Après une année difficile, le nouveau PDG de RIM vient d'annoncer un repositionnement stratégique de sa firme. Il baisse les armes face à Apple et Google en quittant le marché grand public. Les BlackBerry ne seront plus destinés qu'aux professionnels, la cible historique du Canadien.

RIM, le fabricant des BlackBerry, a connu une année difficile en enchainant les déboires techniques. Une panne de sa plate-forme de messagerie instantanée a bloqué ses services pendant plusieurs jours, l’OS de sa tablette et ses limitations n’ont pas su séduire le public visé et la firme rencontre de grosses difficultés à intégrer BlackBerry Messenger à son futur système d’exploitation.

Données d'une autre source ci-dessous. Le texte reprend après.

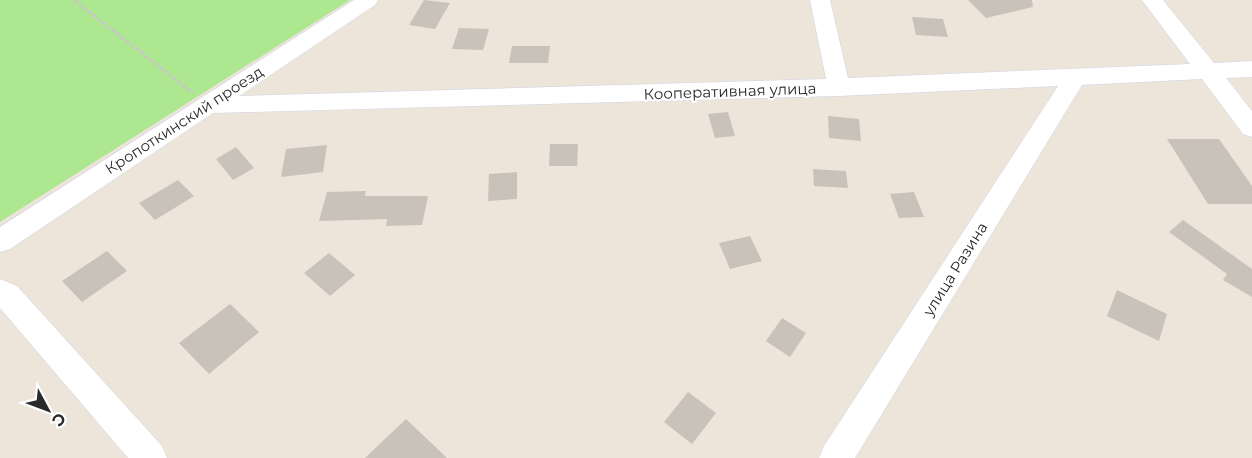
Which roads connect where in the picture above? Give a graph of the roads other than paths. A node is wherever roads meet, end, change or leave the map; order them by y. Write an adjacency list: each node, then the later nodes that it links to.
1 (368, 0): 8 (street, Кропоткинский проезд)
2 (820, 0): 7 (street)
3 (1152, 0): 5 (street)
4 (1252, 69): 5 (street, Кооперативная улица)
5 (1209, 72): 6 (street, Кооперативная улица); 9 (street)
6 (1074, 79): 7 (street, Кооперативная улица); 13 (street, улица Разина)
7 (839, 88): 8 (street, Кооперативная улица)
8 (208, 105): 10 (street, Кропоткинский проезд)
9 (1252, 128)
10 (0, 241)
11 (0, 292): 12 (street)
12 (150, 458)
13 (836, 458)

En janvier dernier, les deux co-PDG historiques ont démissionné, actant au passage leur incapacité à redresser la barre. C’est Thorsten Heins, ancien Vice-Président en charge du développement matériel, qui les a remplacé. Nous émettions alors des doutes sur sa capacité à apporter le sang neuf dont le constructeur canadien avait besoin puisque c’est lui qui avait supervisé la conception des terminaux de RIM depuis 2007.

Ce vendredi, il a annoncé un repositionnement stratégique majeur pour la firme qui sonne comme une reddition. En effet, RIM ne produira plus de smartphones grand public et se recentre sur le marché des professionnels. Elle laisse Apple et Google se battre et admet leur supériorité.

Le Guardian explique cependant que la stratégie commerciale de RIM ne sera pas de cibler directement les entreprises. La firme entend construire des téléphones que les professionnels auront envie d’acheter eux-mêmes pour les amener ensuite sur leur lieu de travail.

Mais si RIM rend les armes dans la bataille du grand public elle continuera de se frotter à Apple et Google chez les pro, également séduits par les produits des deux firmes américaines. Le Canadien a donc annoncé qu’il travaillait à des partenariats avec d’autres constructeurs pour proposer de meilleurs produits dotés des services de BlackBerry.

Si un rachat (dont il fut question) ne semble plus d’actualité, c’est donc plutôt vers une licence de ses logiciels et services que se dirige RIM. Nous évoquions d’ailleurs cette hypothèse en janvier dernier, tout en rappelant que l’image et le faible écosystème applicatif de BlackBerry seraientt loin d’assurer un succès commercial aux terminaux qui en seraient équipés.